I joined Facebook in early 2018 and it has been another incredible journey. I started on the Product Analytics side of the house in Ads, and my teams supported a wide variety of initiatives, including the Shops product that launched during the pandemic in spring of 2020. But I realized that I missed working closely with business people. My superpower is really building bridges between technical people and their cross-functional partners, and ensuring that the insights that data scientists provide are useful to the business. So last fall I moved over to supporting data science in the Global Marketing Solutions team, which focuses on improving and accelerating the value that businesses get from Facebook’s products, like Ads, Pages, Shops and Messaging. We tackle a wide range of problems. For example, we are responsible for measuring the effectiveness of our sales and marketing programs, and use machine learning to match businesses with the best support and personalized guidance based on what we know about them.

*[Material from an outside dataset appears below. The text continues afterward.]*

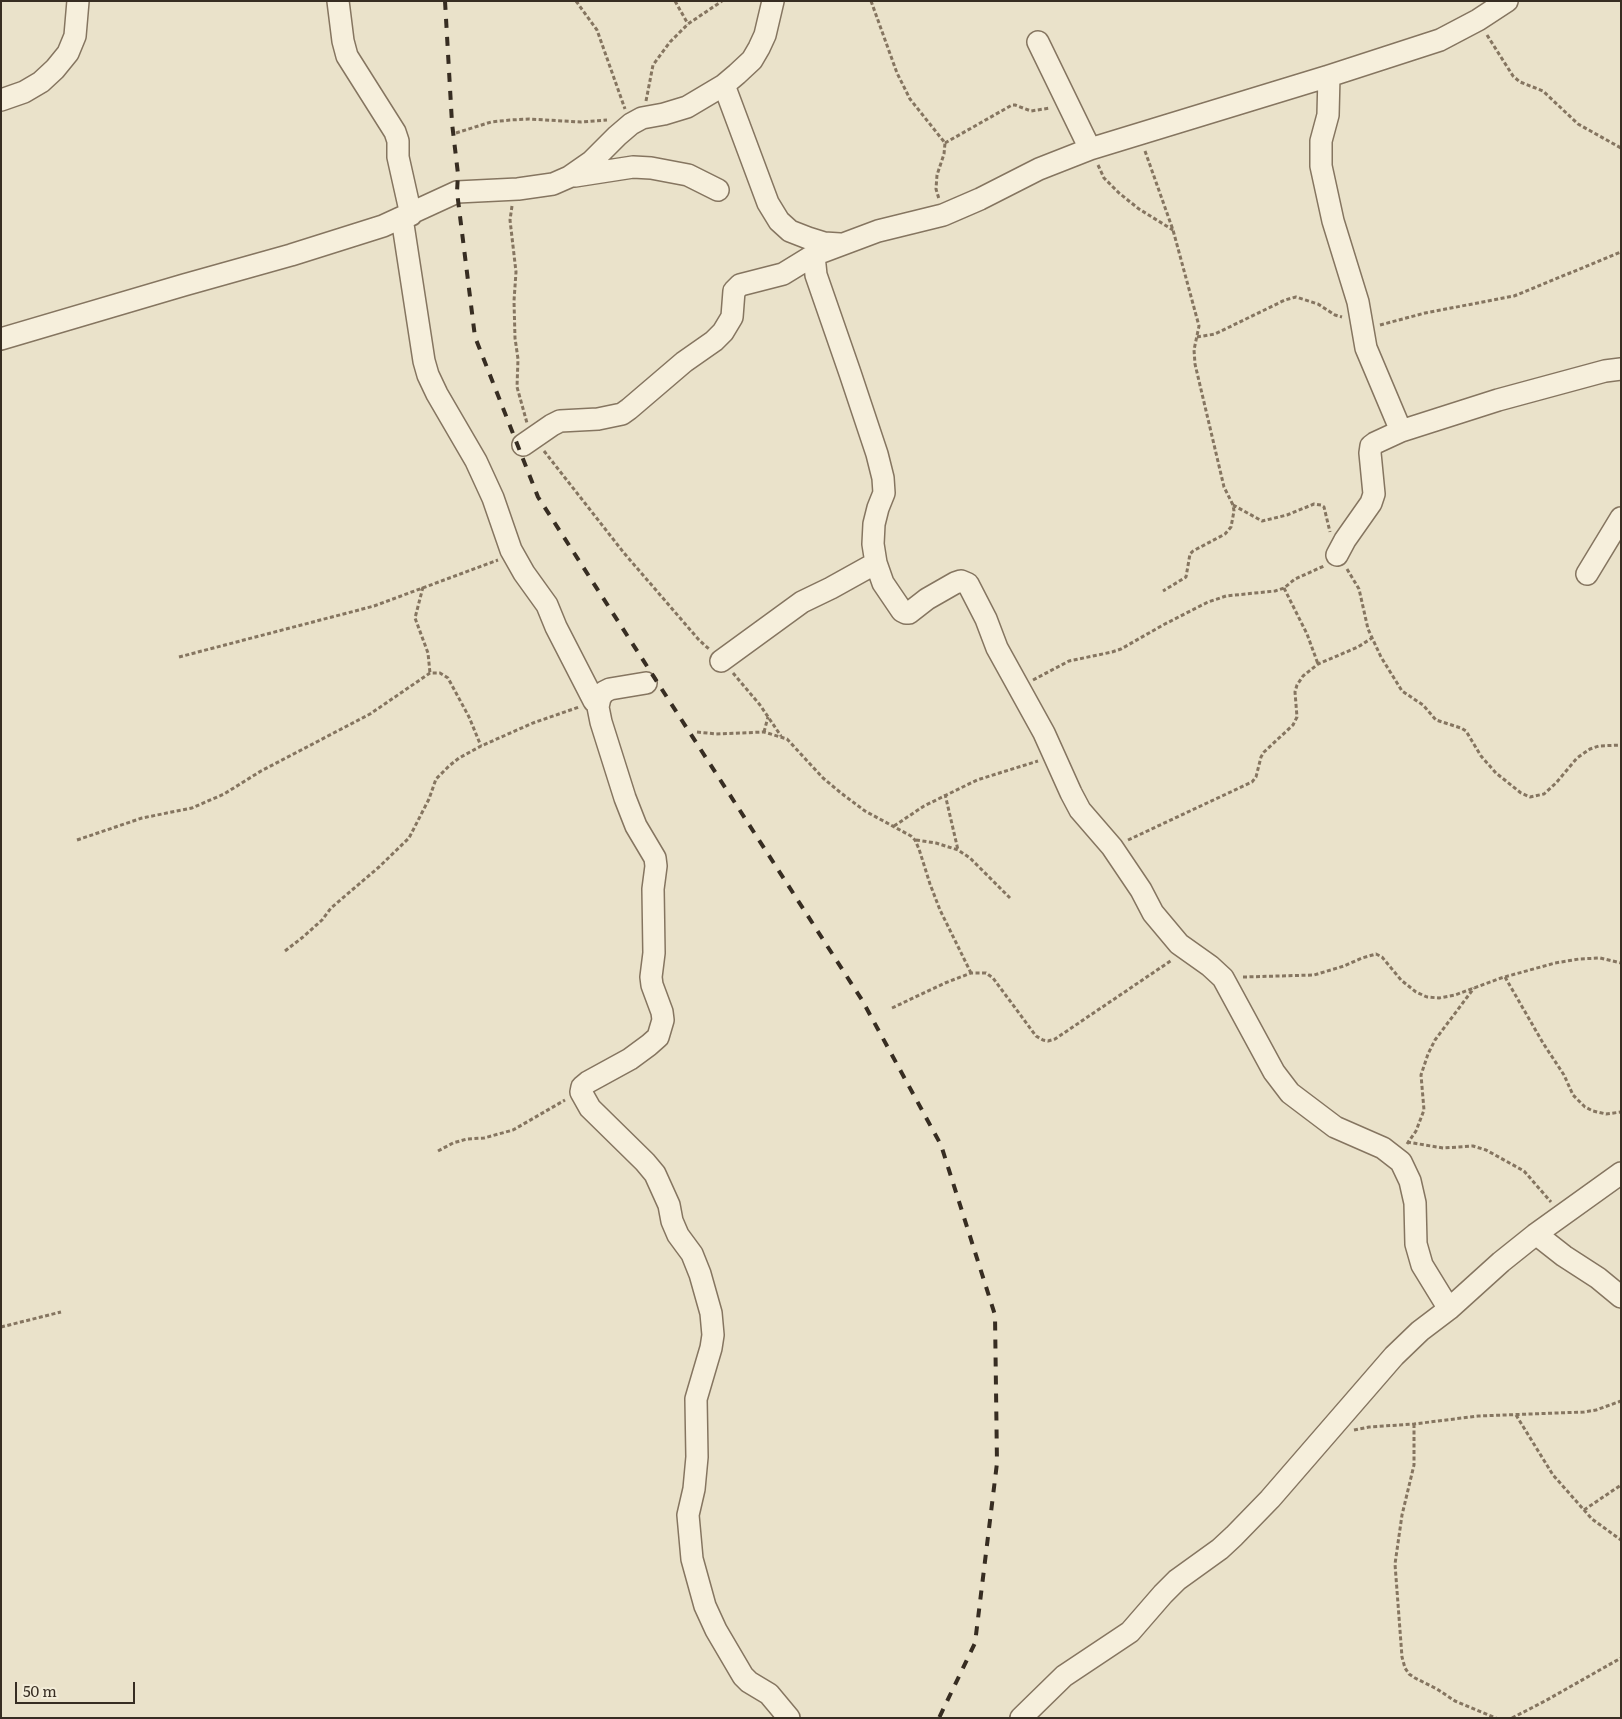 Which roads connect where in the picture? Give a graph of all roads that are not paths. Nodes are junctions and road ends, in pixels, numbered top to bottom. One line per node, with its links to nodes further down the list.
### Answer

How did you first discover WiDS?
I found out about WiDS when I was working at IBM. One of my colleagues suggested I attend the second annual conference because I was one of the only senior technical people who was also a data scientist. I hadn’t really reflected on the fact that throughout my career, most of the academics and colleagues that I worked with were men, and at the conferences I attended, virtually all of the speakers were men. But attending the WiDS conference felt both inspiring and comfortable. The attendees were incredibly accomplished but very accessible and genuine, and everyone was interested in networking and understanding what other people were working on without a particular agenda.
Have you been involved with WiDS since that first experience?
When I joined Facebook, I became involved in our internal “Women in Analytics” organization, which seeks to support women with career resources and community, and also ensure that their contributions are appropriately recognized. I became aware of an opportunity for Facebook to support WiDS as a corporate sponsor and enthusiastically championed it. Starting in 2019 we were able to sponsor micro-scholarships that allowed WiDS ambassadors from around the world to come to Stanford and learn best practices to take back to their local chapters. I’m hoping we can increase Facebook’s involvement in the future as conference speakers and through other types of participation, like the Datathon and the Educational Outreach program.
How has WiDS made an impact on your life and/or work?
WiDS has helped me build my professional network, and we were fortunate to sponsor recruiting events in both the US and Europe/Middle East as part of the 2021 virtual conference. But I would say the biggest impact is inspiration, both from hearing data scientists speak on a wide range of topics such as applications of machine learning, ethics, and economic opportunity, and in seeing great role models for engaging and authentic presentation of analysis.
What comes next for you? And what are your hopes for women in data science in the future?
I have just taken on expanded scope in Facebook GMS, and I’m excited to continue growing our team with talented data scientists. One very interesting initiative that I’m involved in is helping people understand how personalized ads are important to small businesses. I think we have a long way to go in educating people on what Facebook does and doesn’t do with their data, and on the value that we provide by helping businesses inexpensively reach customers who will love their products and services.
In terms of hopes for women in data science: I hope that we can make the case to young girls that there are incredibly interesting opportunities in data and analytics and AI/ML, and find ways to support them through every step of their education and careers.